=== Work request ===
Would you print the records below from the first line through the line containing "I need the junctions", skipping the pictures?

=== Stored data entries ===
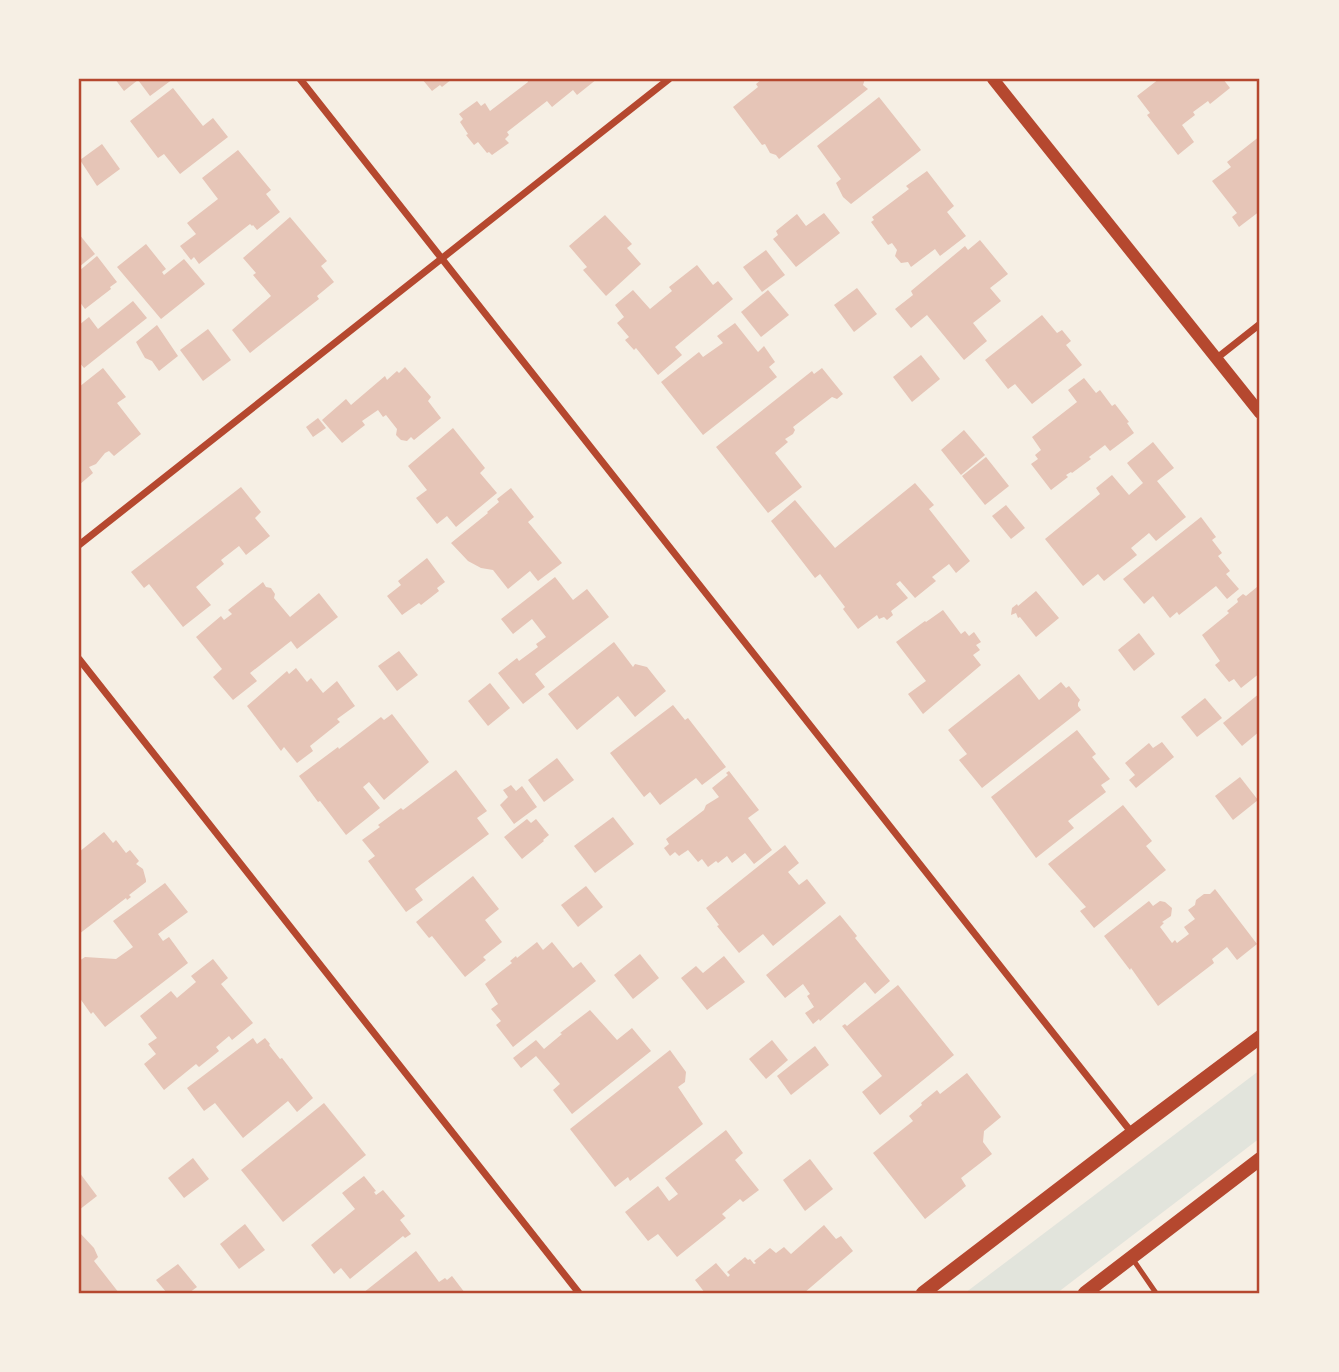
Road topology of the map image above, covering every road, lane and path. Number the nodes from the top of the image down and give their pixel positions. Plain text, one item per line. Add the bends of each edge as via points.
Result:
1 (300, 79) edge
2 (669, 79) edge
3 (993, 79) edge
4 (442, 258) junction
5 (1260, 324) edge
6 (1217, 358) junction
7 (1260, 413) edge
8 (79, 545) edge
9 (79, 659) edge
10 (1260, 1037) edge
11 (1132, 1133) junction
12 (1260, 1159) edge
13 (1132, 1258) junction
14 (579, 1293) edge
15 (923, 1293) edge
16 (1086, 1293) edge
17 (1156, 1293) edge

1 - 4 street
2 - 4 street
3 - 6 street
4 - 8 street
4 - 11 street
5 - 6 street
6 - 7 street
9 - 14 street
10 - 11 main road
11 - 15 main road
12 - 13 main road
13 - 16 main road
13 - 17 lane

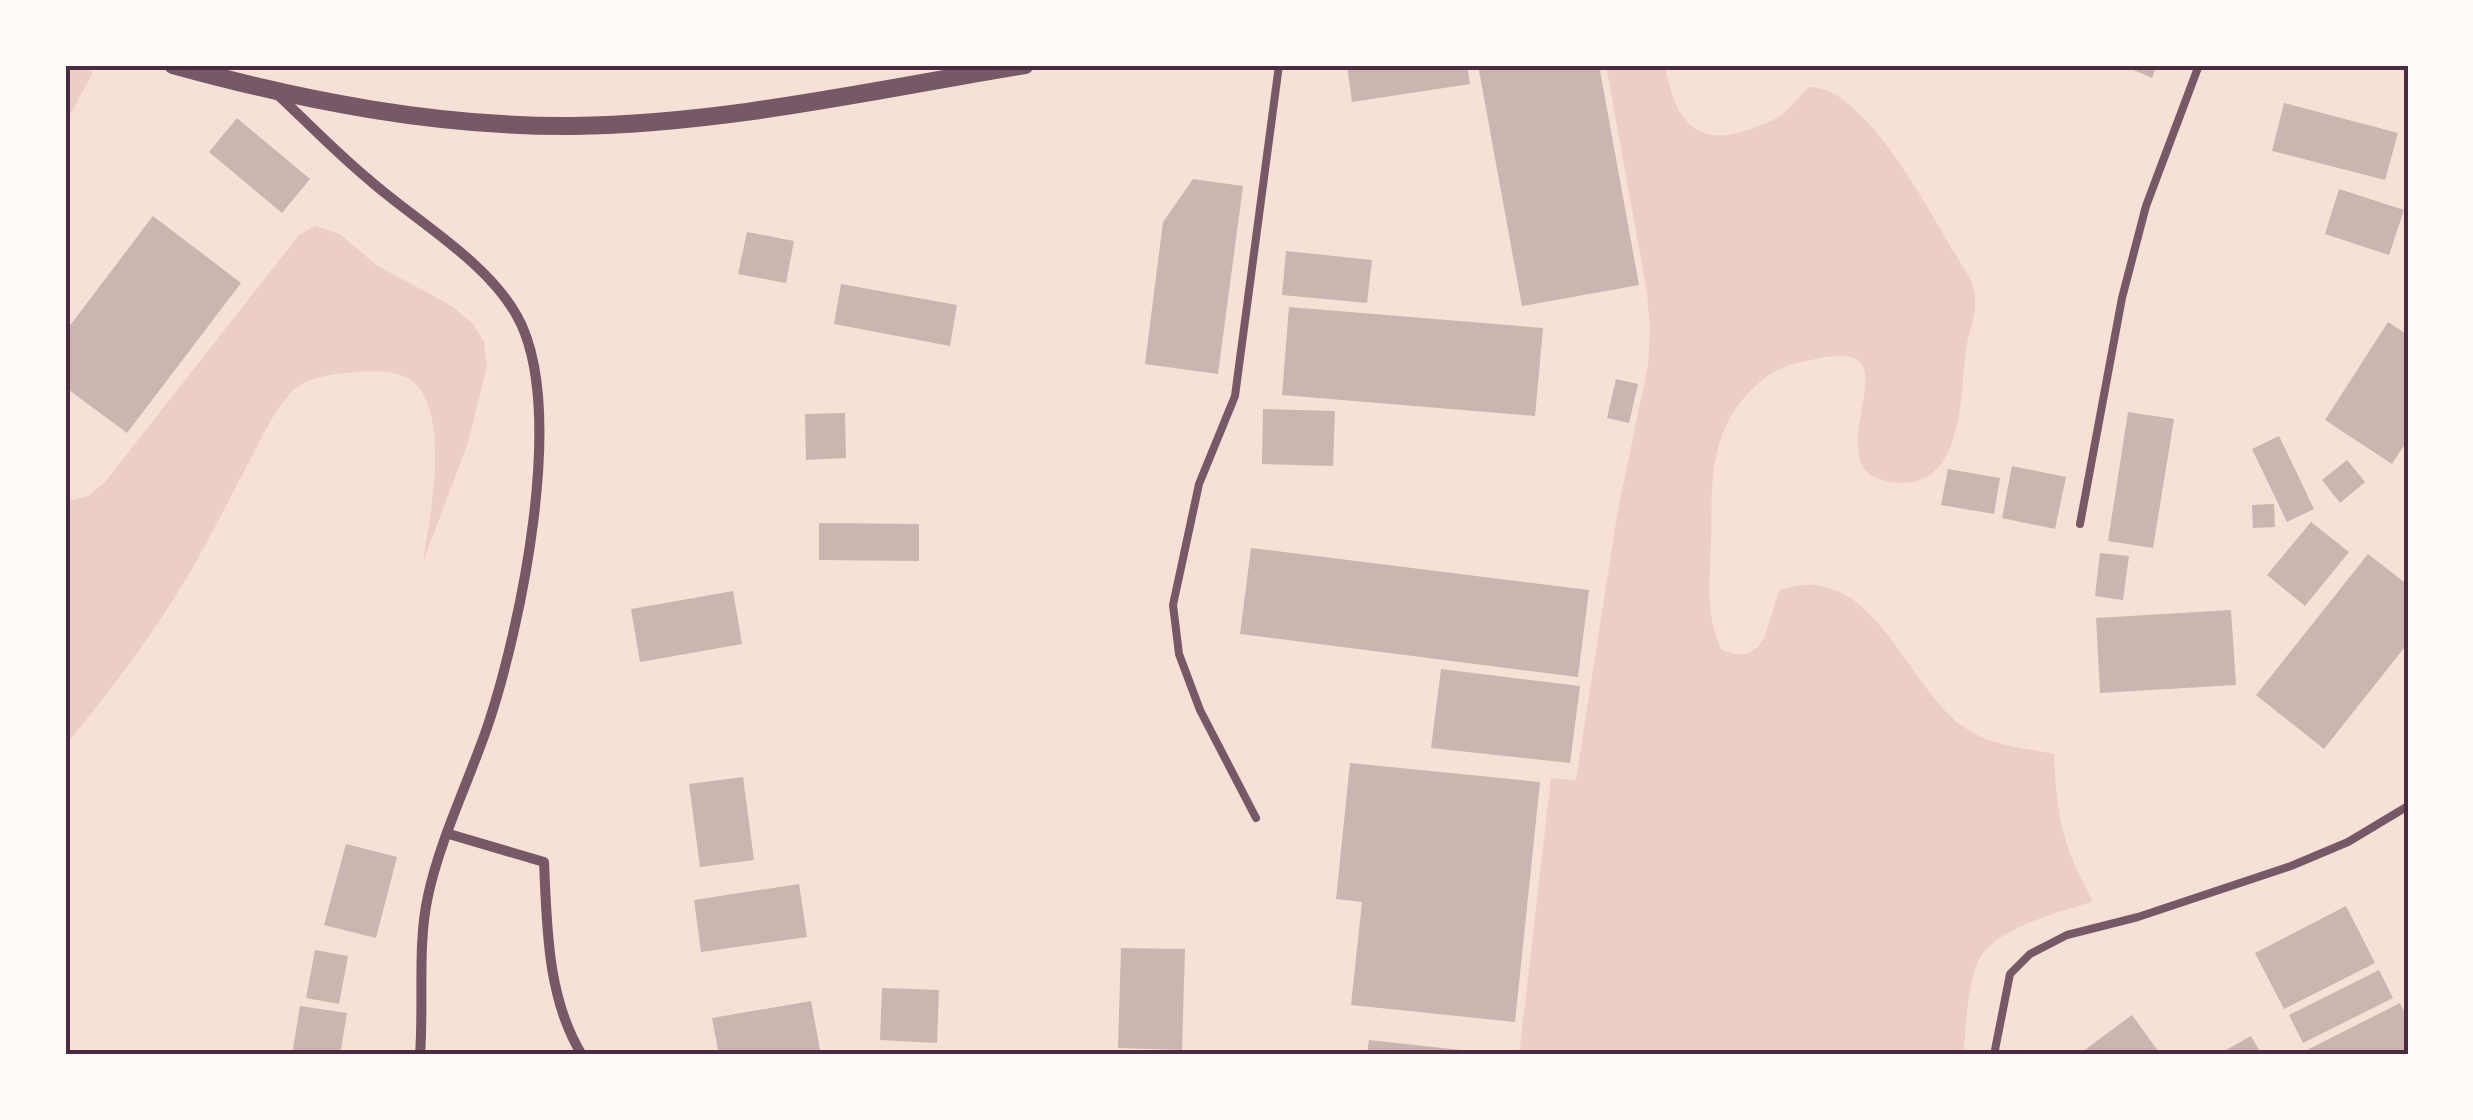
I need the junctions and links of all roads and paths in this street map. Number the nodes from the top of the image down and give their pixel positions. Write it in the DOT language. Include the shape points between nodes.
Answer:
graph roads {
  1 [pos="174,65"];
  2 [pos="1025,65"];
  3 [pos="1279,65"];
  4 [pos="2199,65"];
  5 [pos="276,94"];
  6 [pos="2080,524"];
  7 [pos="2408,806"];
  8 [pos="1256,818"];
  9 [pos="449,834"];
  10 [pos="420,1055"];
  11 [pos="582,1055"];
  12 [pos="1994,1055"];
  1 -- 5 [label="street"];
  2 -- 5 [label="street" via="729,114 572,126 424,118"];
  3 -- 8 [label="lane" via="1235,396 1199,484 1173,605 1178,654"];
  4 -- 6 [label="lane" via="2122,298"];
  5 -- 9 [label="street" via="485,278 517,316 527,343 539,454 526,569 507,662"];
  7 -- 12 [label="lane" via="2291,866 2067,936 2030,954 2010,974"];
  9 -- 10 [label="street" via="427,900"];
  9 -- 11 [label="street" via="544,862 557,995"];
}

=== Result of this task ===
Road topology of the map image above, covering every road, lane and path. Number the nodes from the top of the image down and give their pixel positions. Plain text, one item per line. Add the bends of each edge as via points.
Result:
1 (300, 79) edge
2 (669, 79) edge
3 (993, 79) edge
4 (442, 258) junction
5 (1260, 324) edge
6 (1217, 358) junction
7 (1260, 413) edge
8 (79, 545) edge
9 (79, 659) edge
10 (1260, 1037) edge
11 (1132, 1133) junction
12 (1260, 1159) edge
13 (1132, 1258) junction
14 (579, 1293) edge
15 (923, 1293) edge
16 (1086, 1293) edge
17 (1156, 1293) edge

1 - 4 street
2 - 4 street
3 - 6 street
4 - 8 street
4 - 11 street
5 - 6 street
6 - 7 street
9 - 14 street
10 - 11 main road
11 - 15 main road
12 - 13 main road
13 - 16 main road
13 - 17 lane

I need the junctions and links of all roads and paths in this street map. Number the nodes from the top of the image down and give their pixel positions. Write it in the DOT language. Include the shape points between nodes.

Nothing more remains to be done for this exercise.